- [Problem details]
Every line with the word "main" in it should be extracted from the data that follows.

Data to process below:

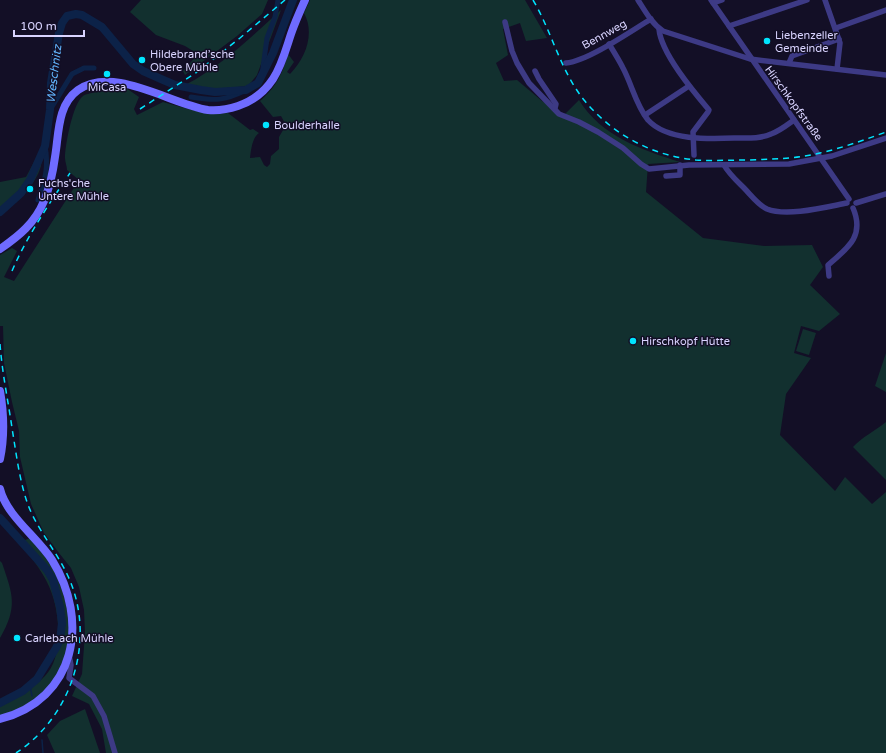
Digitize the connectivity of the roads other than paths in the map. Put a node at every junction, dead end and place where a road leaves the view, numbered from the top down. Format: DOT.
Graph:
graph roads {
  1 [pos="305,0"];
  2 [pos="638,0"];
  3 [pos="722,0"];
  4 [pos="807,0"];
  5 [pos="825,0"];
  6 [pos="712,2"];
  7 [pos="886,10"];
  8 [pos="651,19"];
  9 [pos="505,22"];
  10 [pos="729,26"];
  11 [pos="836,28"];
  12 [pos="659,29"];
  13 [pos="839,39"];
  14 [pos="610,44"];
  15 [pos="750,59"];
  16 [pos="566,63"];
  17 [pos="789,63"];
  18 [pos="837,69"];
  19 [pos="535,70"];
  20 [pos="886,75"];
  21 [pos="689,86"];
  22 [pos="554,108"];
  23 [pos="645,115"];
  24 [pos="794,120"];
  25 [pos="693,138"];
  26 [pos="886,138"];
  27 [pos="694,155"];
  28 [pos="822,159"];
  29 [pos="680,165"];
  30 [pos="724,165"];
  31 [pos="666,176"];
  32 [pos="886,194"];
  33 [pos="848,201"];
  34 [pos="854,205"];
  35 [pos="0,249"];
  36 [pos="829,276"];
  37 [pos="0,391"];
  38 [pos="0,458"];
  39 [pos="0,489"];
  40 [pos="70,655"];
  41 [pos="0,719"];
  42 [pos="115,753"];
  1 -- 35 [label="main road"];
  2 -- 8 [label="street"];
  3 -- 6 [label="street"];
  4 -- 10 [label="street"];
  5 -- 11 [label="street"];
  6 -- 10 [label="street, Hirschkopfstraße"];
  7 -- 11 [label="street"];
  8 -- 12 [label="street"];
  8 -- 14 [label="street, Bennweg"];
  9 -- 22 [label="street"];
  10 -- 15 [label="street, Hirschkopfstraße"];
  11 -- 13 [label="street"];
  12 -- 15 [label="street"];
  12 -- 21 [label="street"];
  13 -- 17 [label="street"];
  13 -- 18 [label="street"];
  14 -- 16 [label="street, Bennweg"];
  14 -- 23 [label="street"];
  15 -- 17 [label="street"];
  15 -- 24 [label="street, Hirschkopfstraße"];
  17 -- 18 [label="street"];
  18 -- 20 [label="street"];
  19 -- 22 [label="street"];
  21 -- 23 [label="street"];
  21 -- 25 [label="street"];
  22 -- 29 [label="street"];
  23 -- 25 [label="street"];
  24 -- 25 [label="street"];
  24 -- 28 [label="street, Hirschkopfstraße"];
  25 -- 27 [label="street"];
  26 -- 28 [label="street"];
  28 -- 30 [label="street"];
  28 -- 33 [label="street, Hirschkopfstraße"];
  29 -- 30 [label="street"];
  29 -- 31 [label="street"];
  30 -- 33 [label="street"];
  32 -- 34 [label="street"];
  33 -- 34 [label="street, Hirschkopfstraße"];
  34 -- 36 [label="street"];
  37 -- 38 [label="main road"];
  39 -- 40 [label="main road"];
  40 -- 41 [label="main road"];
  40 -- 42 [label="street"];
}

End of Data to process.

- [Task answer]
  1 -- 35 [label="main road"];
  37 -- 38 [label="main road"];
  39 -- 40 [label="main road"];
  40 -- 41 [label="main road"];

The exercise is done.